Наконец, когда гости утолили голод и жажду, атаман на правах хозяина задал главный вопрос о цели визита гостя.

– Рад видеть тебя живым лохаг! Но, что делать, вероятно, какая-то нужда заставила тебя прервать радостные сборы в дорогу к дому, чтобы наведаться ко мне. Говори. Я тебя слушаю.

Правила вежливости не позволяли гостю начинать разговор первым. Теперь же Хачатур без утайки изложил свою просьбу. Потом еще добавил:

– Я слышал, что вы набираете мальчиков и юношей в боевое братство везде, где бываете. Еще я слышал, что в дальних походах вы используете мальчиков для снятия напряжения. Мой племянник готов оказывать такого рода услуги старшим братьям.

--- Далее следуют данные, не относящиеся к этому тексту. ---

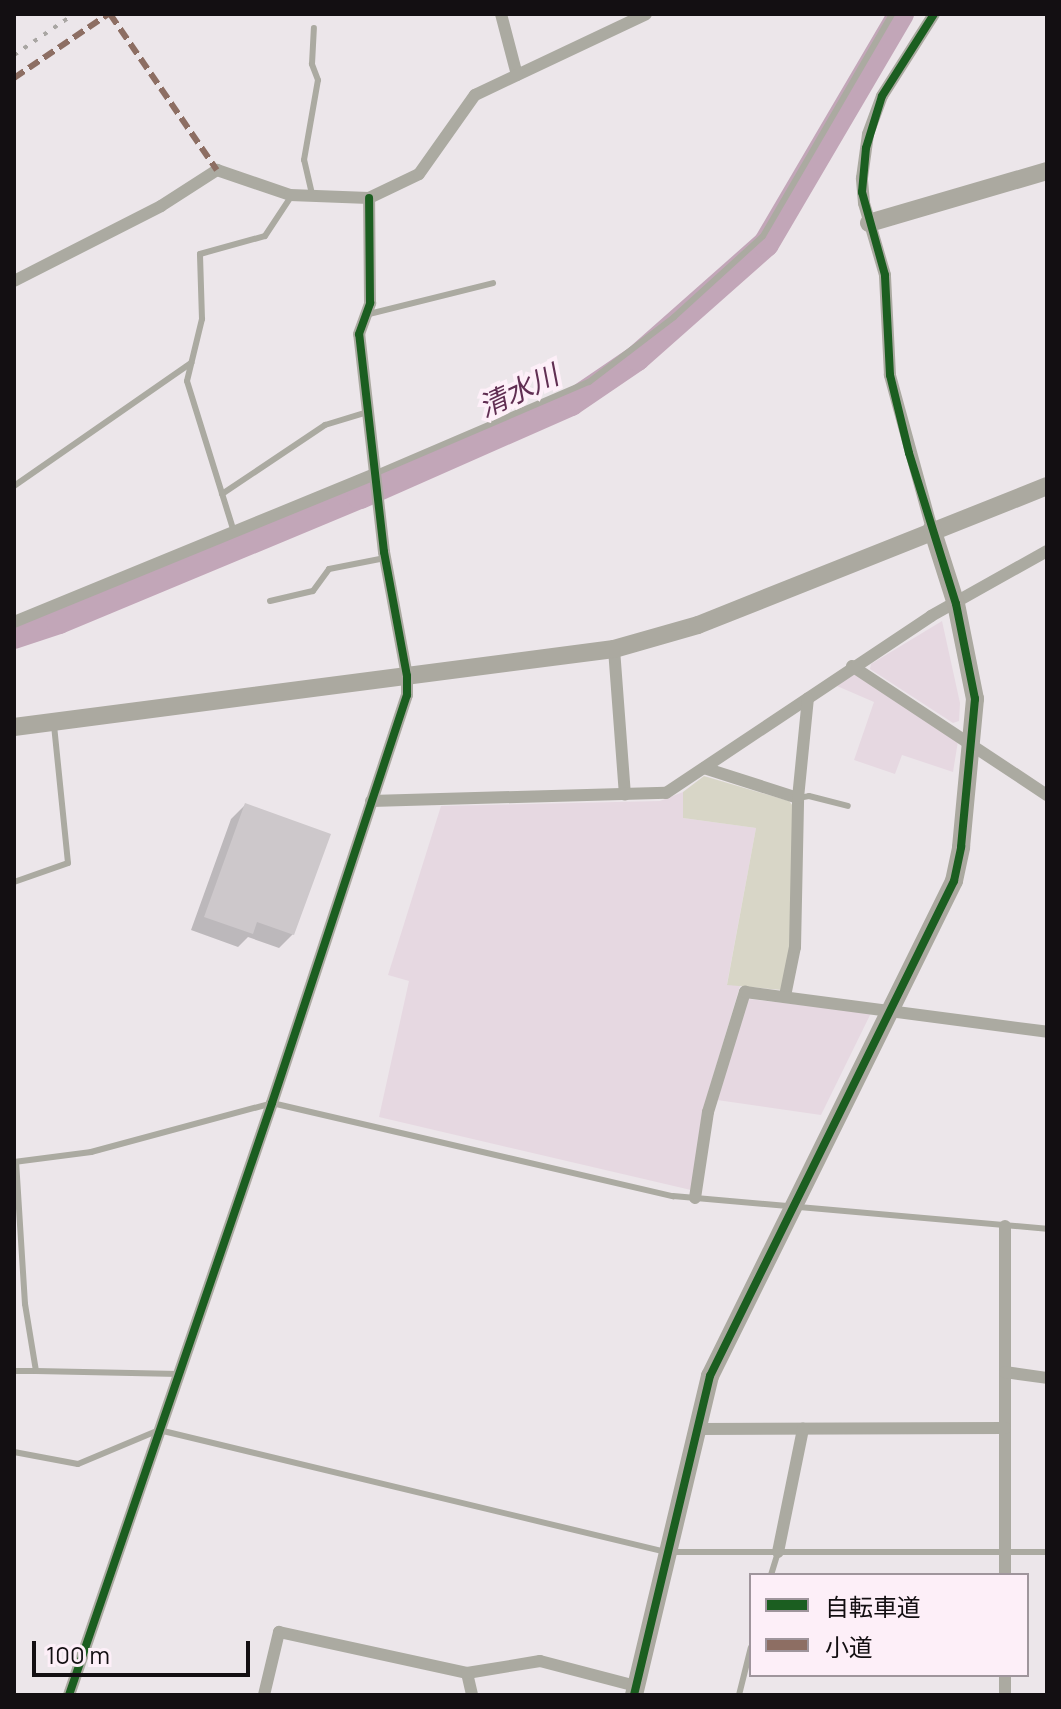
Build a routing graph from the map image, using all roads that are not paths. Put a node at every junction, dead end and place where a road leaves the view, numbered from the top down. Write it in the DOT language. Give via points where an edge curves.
graph roads {
  1 [pos="501,14"];
  2 [pos="646,14"];
  3 [pos="892,14"];
  4 [pos="934,14"];
  5 [pos="314,28"];
  6 [pos="517,75"];
  7 [pos="1047,171"];
  8 [pos="312,194"];
  9 [pos="292,195"];
  10 [pos="369,198"];
  11 [pos="869,223"];
  12 [pos="14,281"];
  13 [pos="493,283"];
  14 [pos="365,315"];
  15 [pos="191,363"];
  16 [pos="368,412"];
  17 [pos="374,474"];
  18 [pos="14,486"];
  19 [pos="1047,486"];
  20 [pos="222,494"];
  21 [pos="933,531"];
  22 [pos="234,532"];
  23 [pos="1047,551"];
  24 [pos="385,558"];
  25 [pos="270,601"];
  26 [pos="956,604"];
  27 [pos="14,622"];
  28 [pos="614,649"];
  29 [pos="852,666"];
  30 [pos="407,676"];
  31 [pos="808,698"];
  32 [pos="54,720"];
  33 [pos="14,727"];
  34 [pos="970,745"];
  35 [pos="704,768"];
  36 [pos="625,795"];
  37 [pos="1047,795"];
  38 [pos="798,798"];
  39 [pos="371,801"];
  40 [pos="848,806"];
  41 [pos="14,882"];
  42 [pos="785,996"];
  43 [pos="891,1008"];
  44 [pos="1047,1032"];
  45 [pos="272,1103"];
  46 [pos="15,1162"];
  47 [pos="695,1198"];
  48 [pos="791,1208"];
  49 [pos="1005,1226"];
  50 [pos="1047,1229"];
  51 [pos="14,1371"];
  52 [pos="36,1371"];
  53 [pos="1005,1372"];
  54 [pos="179,1374"];
  55 [pos="1047,1378"];
  56 [pos="1005,1428"];
  57 [pos="697,1429"];
  58 [pos="803,1429"];
  59 [pos="159,1430"];
  60 [pos="14,1452"];
  61 [pos="666,1552"];
  62 [pos="778,1552"];
  63 [pos="1005,1552"];
  64 [pos="1047,1552"];
  65 [pos="772,1573"];
  66 [pos="1005,1573"];
  67 [pos="749,1655"];
  68 [pos="467,1673"];
  69 [pos="635,1690"];
  70 [pos="69,1695"];
  71 [pos="264,1695"];
  72 [pos="472,1695"];
  73 [pos="739,1695"];
  1 -- 6 [label="street"];
  2 -- 6 [label="street"];
  3 -- 17 [label="lane" via="763,236 726,271 589,382"];
  4 -- 11 [label="street" via="890,79 871,123 862,178"];
  5 -- 8 [label="lane" via="312,64 318,80 304,160"];
  6 -- 10 [label="street" via="475,95 419,174"];
  7 -- 11 [label="street"];
  8 -- 9 [label="street"];
  8 -- 10 [label="street"];
  9 -- 12 [label="street" via="217,170 161,206"];
  9 -- 15 [label="lane" via="265,236 200,254 202,319"];
  10 -- 14 [label="street" via="370,303"];
  11 -- 21 [label="street" via="885,275 890,375"];
  13 -- 14 [label="lane"];
  14 -- 16 [label="street" via="359,334"];
  15 -- 18 [label="lane"];
  15 -- 20 [label="lane" via="187,381"];
  16 -- 17 [label="street"];
  16 -- 20 [label="lane" via="325,425"];
  17 -- 22 [label="street"];
  17 -- 24 [label="street"];
  19 -- 21 [label="street"];
  20 -- 22 [label="lane"];
  21 -- 26 [label="street"];
  21 -- 28 [label="street" via="698,625"];
  22 -- 27 [label="street"];
  23 -- 26 [label="street"];
  24 -- 25 [label="lane" via="329,569 313,591"];
  24 -- 30 [label="street"];
  26 -- 29 [label="street"];
  26 -- 34 [label="street" via="975,699"];
  28 -- 30 [label="street"];
  28 -- 36 [label="street"];
  29 -- 31 [label="street"];
  29 -- 34 [label="street"];
  30 -- 32 [label="street"];
  30 -- 39 [label="street" via="407,695"];
  31 -- 35 [label="street"];
  31 -- 38 [label="street"];
  32 -- 33 [label="street"];
  32 -- 41 [label="lane" via="68,863"];
  34 -- 37 [label="street"];
  34 -- 43 [label="street" via="954,881"];
  35 -- 36 [label="street" via="666,793"];
  35 -- 38 [label="street"];
  36 -- 39 [label="street"];
  38 -- 40 [label="lane"];
  38 -- 42 [label="street" via="795,947"];
  39 -- 45 [label="street"];
  42 -- 43 [label="street"];
  42 -- 47 [label="street" via="745,992 708,1112"];
  43 -- 44 [label="street"];
  43 -- 48 [label="street"];
  45 -- 46 [label="lane" via="91,1152"];
  45 -- 47 [label="lane"];
  45 -- 54 [label="street"];
  46 -- 52 [label="lane" via="25,1304"];
  47 -- 48 [label="lane"];
  48 -- 49 [label="lane"];
  48 -- 57 [label="street" via="710,1376"];
  49 -- 50 [label="lane"];
  49 -- 53 [label="street"];
  51 -- 52 [label="lane"];
  52 -- 54 [label="lane"];
  53 -- 55 [label="street"];
  53 -- 56 [label="street"];
  54 -- 59 [label="street"];
  56 -- 58 [label="street"];
  56 -- 63 [label="street"];
  57 -- 58 [label="street"];
  57 -- 61 [label="street"];
  58 -- 62 [label="street"];
  59 -- 60 [label="lane" via="78,1464"];
  59 -- 61 [label="lane"];
  59 -- 70 [label="street"];
  61 -- 62 [label="lane"];
  61 -- 69 [label="street"];
  62 -- 63 [label="lane"];
  62 -- 65 [label="lane"];
  63 -- 64 [label="lane"];
  63 -- 66 [label="street"];
  67 -- 73 [label="lane"];
  68 -- 69 [label="street" via="540,1661"];
  68 -- 71 [label="street" via="279,1632"];
  68 -- 72 [label="street"];
}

Атаман спокойно выслушал гостя. Если ему, что и не понравилось в его словах, он не показал это. Он немного подумал, потом заговорил.

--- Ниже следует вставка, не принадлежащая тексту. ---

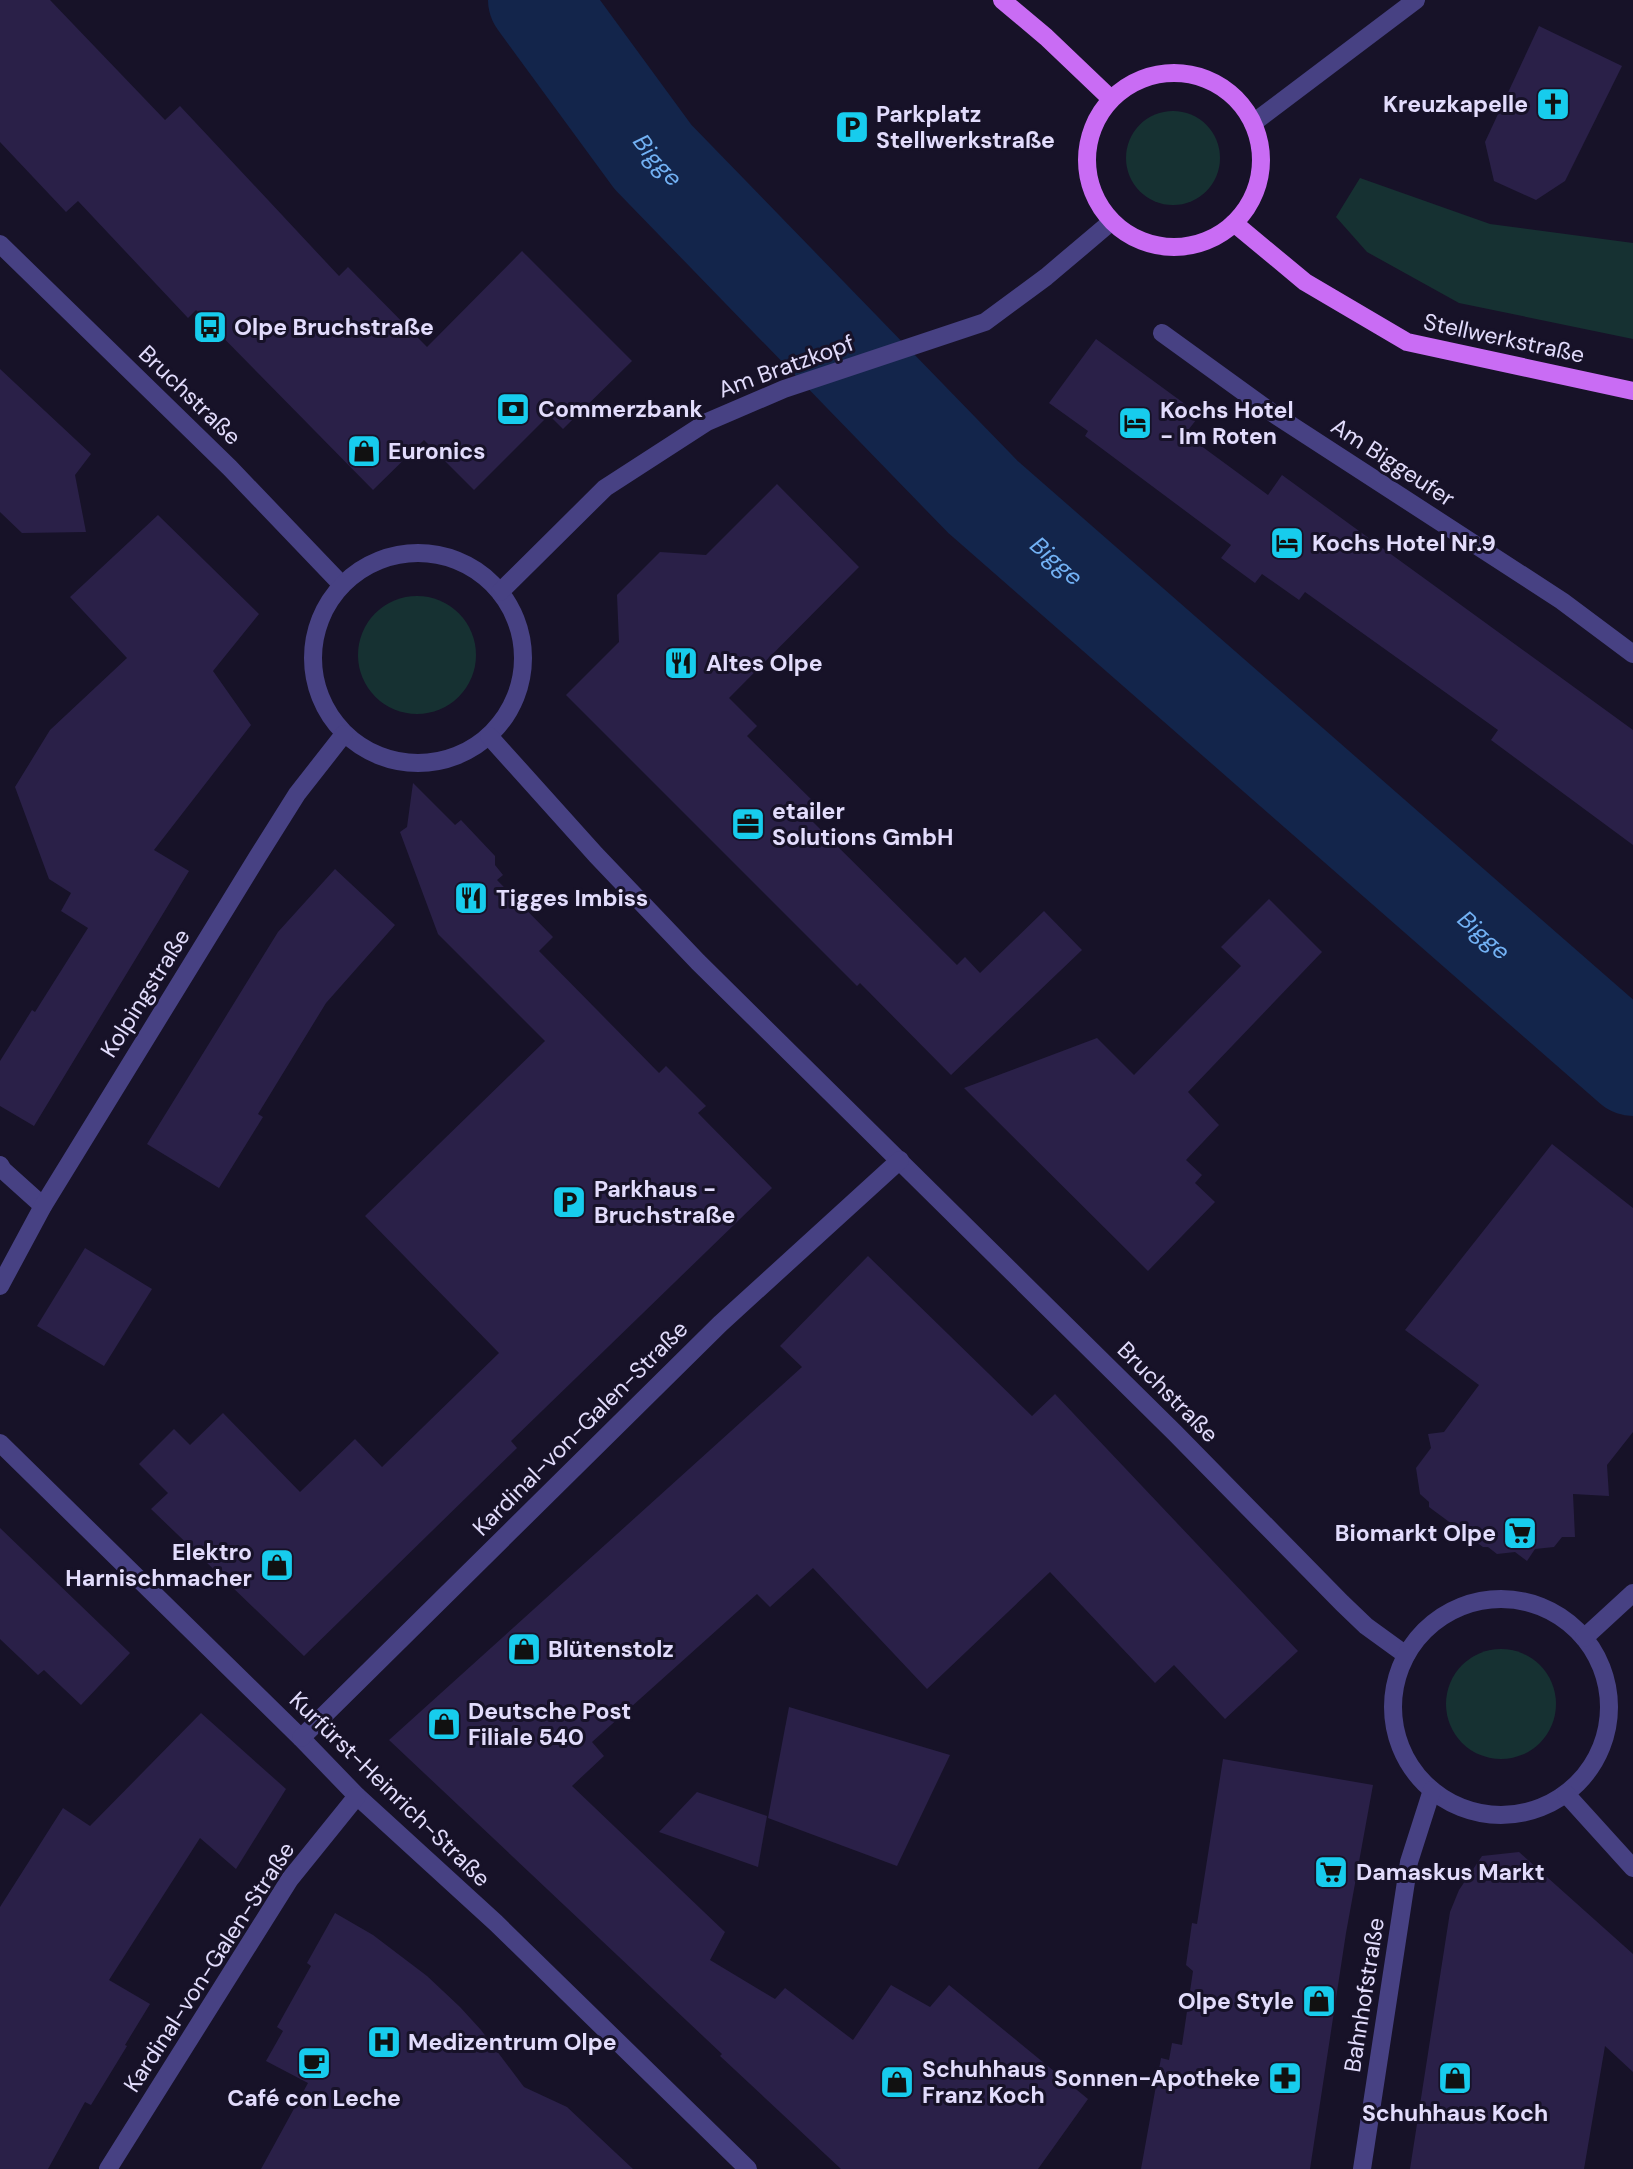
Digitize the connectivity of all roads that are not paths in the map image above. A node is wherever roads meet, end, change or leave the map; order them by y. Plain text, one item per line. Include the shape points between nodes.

– У каждого народа свои обычаи. Что поделать? После каждого сражения мы недосчитываемся кого-то из братсва гетов. Иногда из полка возвращаются домой лишь несколько человек. Наши женщины не успевают рожать и выращивать новых казаков. Поэтому вольный народ казак принимает у себя голь перекатную. Тех, кто лишился всего и ищет новый Юрт. И ты прав. Войсковое братство всегда открыто для новых кандидатов, – неторопливо атаман разъяснял гостям обычаи братства. – Под щитом «Журавля» ходят геты из разных Домов, Улусов или Юртов, хотя большинство наших казаров все-таки из разных казачьих племен. А с казаками ходят в геть не только мужчины, но и женщины, объединенные в сестринские союзы. Потому что по древней традиции нашего народа, девушка может завести семью, лишь получив боевое крещение. Сразившись и победив врага. Для членов братства во время похода они сестры. Так о каком же непотребстве ты тут упомянул? На глазах у своих сестер? Нет! Это недопустимо. – Голос атамана стал твердым. – Конечно, случаются иногда нарушения. И тогда провинившихся наказывают. Но по нашим обычаям брат не может поднять руку на брата. Даже на недостойного. Поэтому наказание у нас одно – камень на шею и в воду. Жизнь в войске идет в соответствии с честью нара, заповеданной Небесным Отцом, наставлениями дуки бека Буса Белояра и отца Иоанна Златоуста.

– Неужели все наемники в походе уподобляются монахам? – Небрежно встрял Аргишти, передернувшись.

Лад сделал вид, что не заметил бестактности Аргишти, заговорившего раньше, чем к нему обратились. Он приписал это его взволнованности и ребячей нетерпеливости.

– Я видел в лагере пленных женщин. Разве это не рабыни для утех? Да и вот тут только что была…, – не унимался Аргишти.

– Верно,– подтвердил атаман. – Эти женщины законная добыча и доля гетов. Таковы правила. Они их могут продать, подарить или убить. И тешиться с ними тоже позволительно. Но только после боя и без насилия, а по обоюдному согласию.